Data for review:
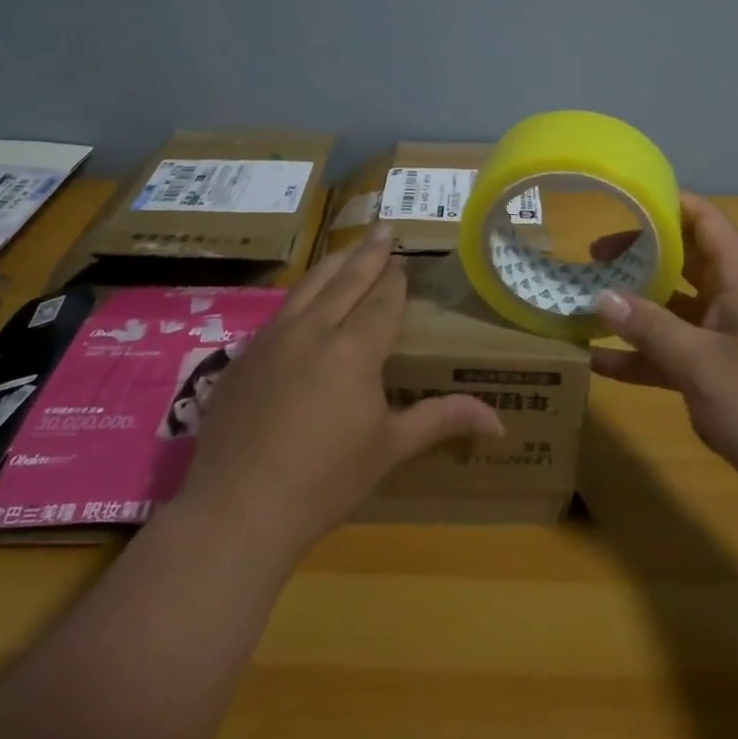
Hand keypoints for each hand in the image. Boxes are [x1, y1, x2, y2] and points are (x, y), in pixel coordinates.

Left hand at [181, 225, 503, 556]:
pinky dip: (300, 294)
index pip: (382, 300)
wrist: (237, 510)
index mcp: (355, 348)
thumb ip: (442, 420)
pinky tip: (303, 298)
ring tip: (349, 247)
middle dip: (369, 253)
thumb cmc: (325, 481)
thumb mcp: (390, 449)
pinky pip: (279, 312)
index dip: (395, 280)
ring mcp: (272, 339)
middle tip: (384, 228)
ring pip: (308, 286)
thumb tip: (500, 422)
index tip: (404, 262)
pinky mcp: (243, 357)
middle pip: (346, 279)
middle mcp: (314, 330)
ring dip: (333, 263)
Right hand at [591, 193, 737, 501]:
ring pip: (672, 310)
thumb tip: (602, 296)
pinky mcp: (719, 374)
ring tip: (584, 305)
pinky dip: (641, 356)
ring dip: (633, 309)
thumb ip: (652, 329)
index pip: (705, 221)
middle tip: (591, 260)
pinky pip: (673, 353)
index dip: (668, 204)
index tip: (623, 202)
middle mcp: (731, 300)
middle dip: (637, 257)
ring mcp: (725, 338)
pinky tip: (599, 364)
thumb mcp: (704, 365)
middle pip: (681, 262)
==
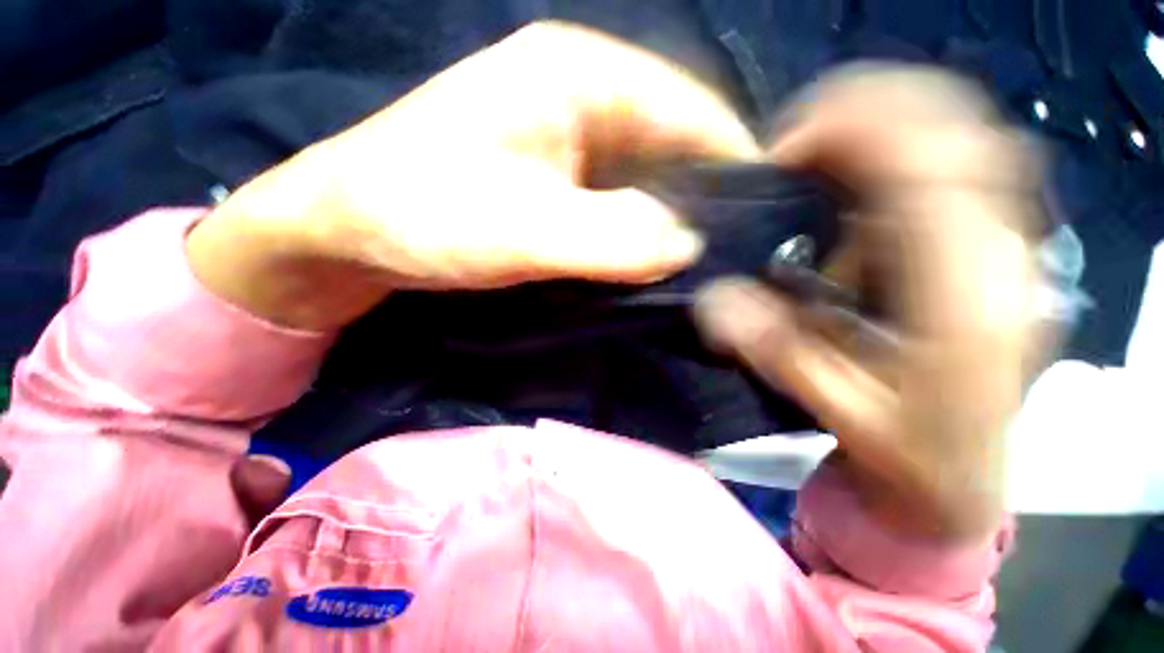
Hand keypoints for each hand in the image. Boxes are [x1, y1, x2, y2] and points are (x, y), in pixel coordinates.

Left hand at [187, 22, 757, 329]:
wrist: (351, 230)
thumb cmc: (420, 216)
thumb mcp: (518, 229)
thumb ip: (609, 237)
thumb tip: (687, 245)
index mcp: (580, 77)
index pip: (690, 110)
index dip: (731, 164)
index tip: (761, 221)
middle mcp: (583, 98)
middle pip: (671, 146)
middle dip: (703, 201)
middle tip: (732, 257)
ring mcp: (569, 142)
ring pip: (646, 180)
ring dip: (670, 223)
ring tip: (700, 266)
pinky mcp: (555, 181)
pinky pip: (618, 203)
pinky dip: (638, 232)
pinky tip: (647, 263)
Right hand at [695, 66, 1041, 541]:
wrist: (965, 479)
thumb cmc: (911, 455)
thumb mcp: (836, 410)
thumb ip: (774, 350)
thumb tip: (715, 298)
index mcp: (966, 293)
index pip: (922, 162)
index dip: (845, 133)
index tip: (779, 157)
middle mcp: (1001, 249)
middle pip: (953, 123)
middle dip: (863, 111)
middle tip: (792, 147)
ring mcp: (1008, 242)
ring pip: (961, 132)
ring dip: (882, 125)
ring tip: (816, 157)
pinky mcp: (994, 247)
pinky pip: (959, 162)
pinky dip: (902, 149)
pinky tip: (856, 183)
...
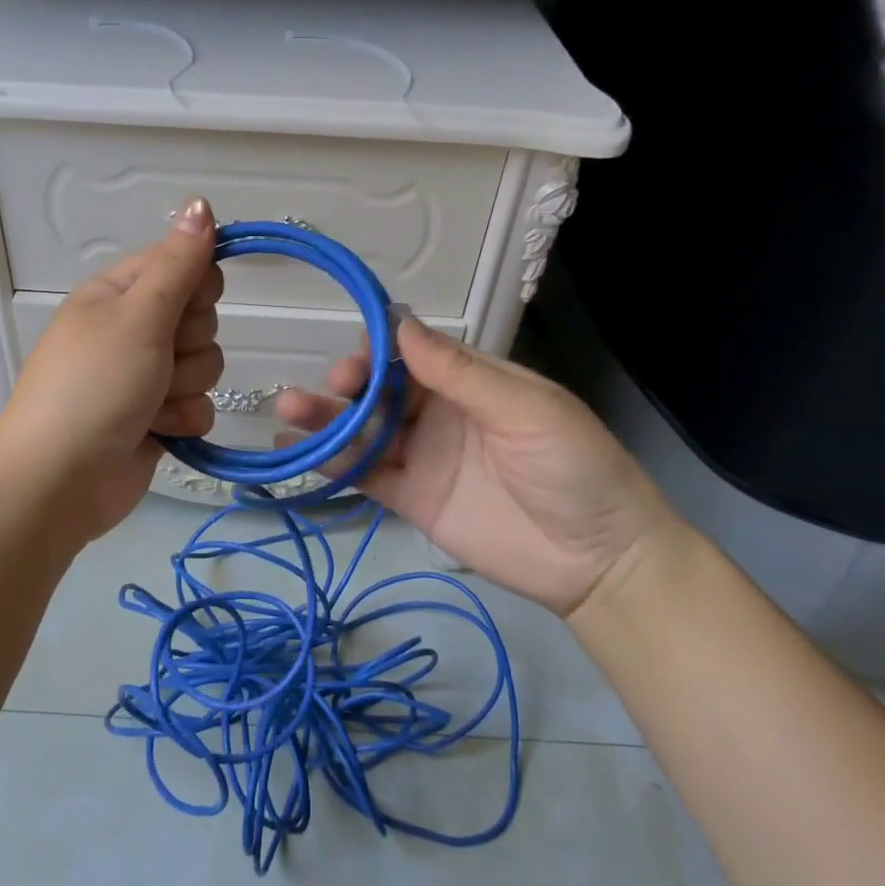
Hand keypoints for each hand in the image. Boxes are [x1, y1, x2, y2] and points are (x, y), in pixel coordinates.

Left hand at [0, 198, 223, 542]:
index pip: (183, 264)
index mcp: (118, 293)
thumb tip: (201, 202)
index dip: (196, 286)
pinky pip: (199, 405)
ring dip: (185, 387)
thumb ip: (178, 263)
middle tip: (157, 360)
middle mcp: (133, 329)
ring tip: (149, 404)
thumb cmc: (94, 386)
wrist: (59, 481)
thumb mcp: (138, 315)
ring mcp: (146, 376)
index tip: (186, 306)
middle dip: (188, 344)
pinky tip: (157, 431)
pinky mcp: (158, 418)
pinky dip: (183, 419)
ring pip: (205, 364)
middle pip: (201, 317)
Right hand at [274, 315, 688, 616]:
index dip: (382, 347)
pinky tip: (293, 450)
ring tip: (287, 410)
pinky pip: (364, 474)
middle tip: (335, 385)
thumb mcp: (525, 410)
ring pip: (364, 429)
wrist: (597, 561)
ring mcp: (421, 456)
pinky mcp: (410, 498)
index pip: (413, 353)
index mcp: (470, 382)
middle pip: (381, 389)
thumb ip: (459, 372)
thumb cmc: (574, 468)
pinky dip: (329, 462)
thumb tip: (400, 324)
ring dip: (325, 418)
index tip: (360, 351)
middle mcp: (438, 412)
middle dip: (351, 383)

Work item:
Quote the data above from the line containing "thumb cmc: (420, 216)" to the line containing "pinky tip: (856, 183)", inclusive, and stop.

Answer to this exercise:
thumb cmc: (420, 216)
thumb mcp: (518, 229)
thumb ip: (609, 237)
thumb tip: (687, 245)
index mcp: (580, 77)
index pip: (690, 110)
index dip: (731, 164)
index tip: (761, 221)
middle mcp: (583, 98)
middle pip: (671, 146)
middle dip: (703, 201)
middle tip: (732, 257)
ring mcp: (569, 142)
ring pip: (646, 180)
ring dip: (670, 223)
ring tip: (700, 266)
pinky mcp: (555, 181)
pinky pip: (618, 203)
pinky dip: (638, 232)
pinky tip: (647, 263)
Right hand at [695, 66, 1041, 541]:
wrist: (965, 479)
thumb cmc: (911, 455)
thumb mcp: (836, 410)
thumb ip: (774, 350)
thumb tip: (715, 298)
index mcp: (966, 293)
index pip: (922, 162)
index dip: (845, 133)
index tip: (779, 157)
middle mcp: (1001, 249)
middle pip: (953, 123)
middle dip: (863, 111)
middle tip: (792, 147)
ring mcp: (1008, 242)
ring pip: (961, 132)
ring dip: (882, 125)
ring tip: (816, 157)
pinky mcp: (994, 247)
pinky pip: (959, 162)
pinky dip: (902, 149)
pinky tip: (856, 183)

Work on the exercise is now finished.